Detection of Chromatin-Bound PCNA in Cultured Cells Following Exposure to DNA-Damaging Agents

It has been a decade since proliferating cell nuclear antigen (PCNA) was found to be essential for DNA replication as an auxiliary protein of DNA polymerase δ (1 ,2 ; reviewed in 3 ,4 ). There is compelling evidence that a homotrimer of PCNA forms a toroidal clamp around duplex DNA (5 –7 ), an association catalyzed by replication factor C (RF-C) in an ATP-dependent manner (8 ). The PCNA clamp binds to polymerase δ and stimulates its processivity by sliding along the DNA template.
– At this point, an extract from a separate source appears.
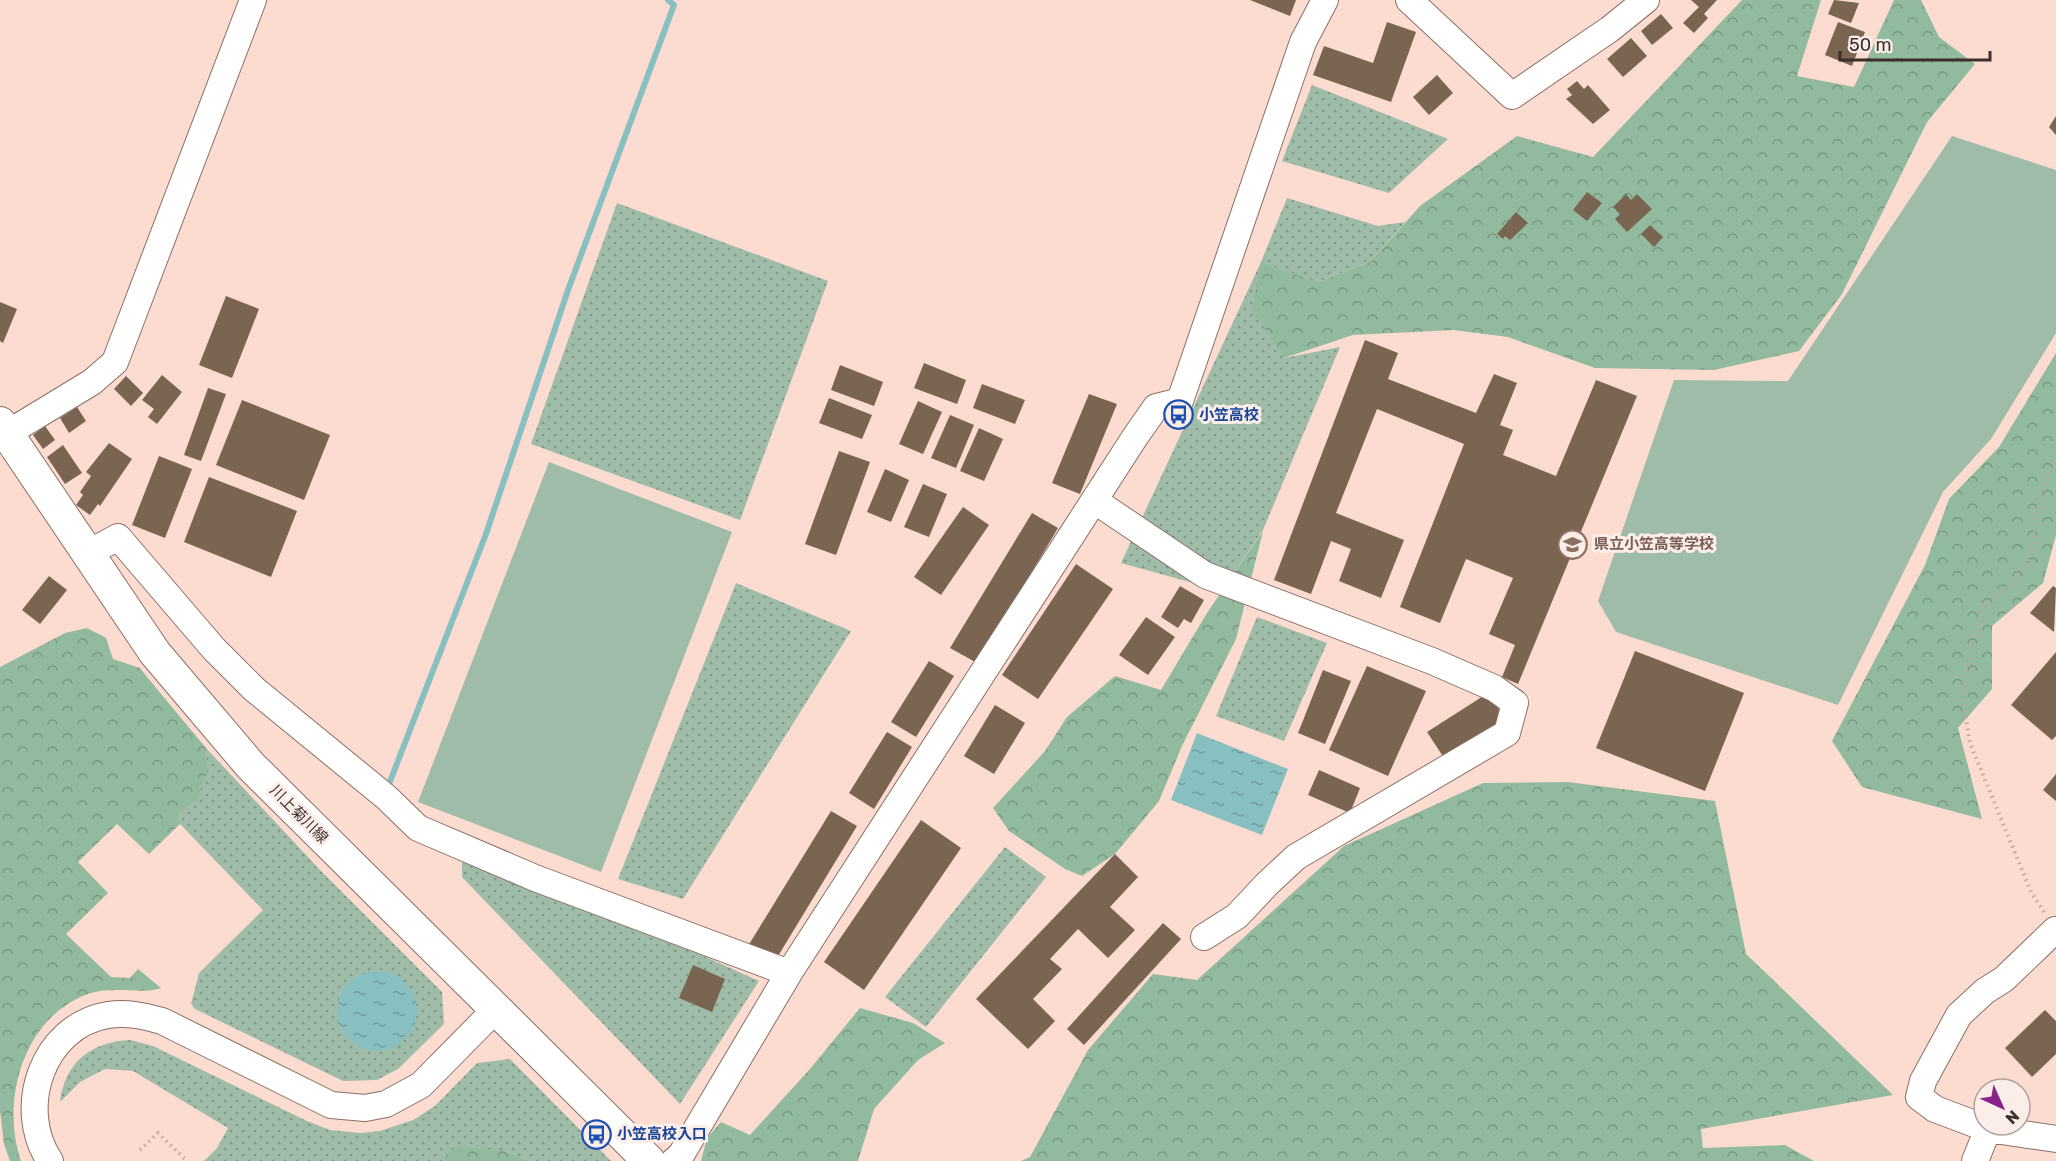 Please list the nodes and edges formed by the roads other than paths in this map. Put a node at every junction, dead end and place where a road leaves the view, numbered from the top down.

PCNA similarly enhances the activity of another DNA polymerase, ε, under certain conditions in vitro (9 ). PCNA is now also known to be an indispensable factor in nucleotide excision repair (NER) (10 ) and in an alternative pathway of base excision repair (11 ,12 ). Thus, detection of chromatin-associated PCNA in cells exposed to DNA-damaging agents is indicative of DNA repair activity, provided the cells are quiescent or at least in G1 or G2 phase. One may, however, encounter a problem in detecting such a PCNA clamp, because chromatin-unbound PCNA is also present within nuclei.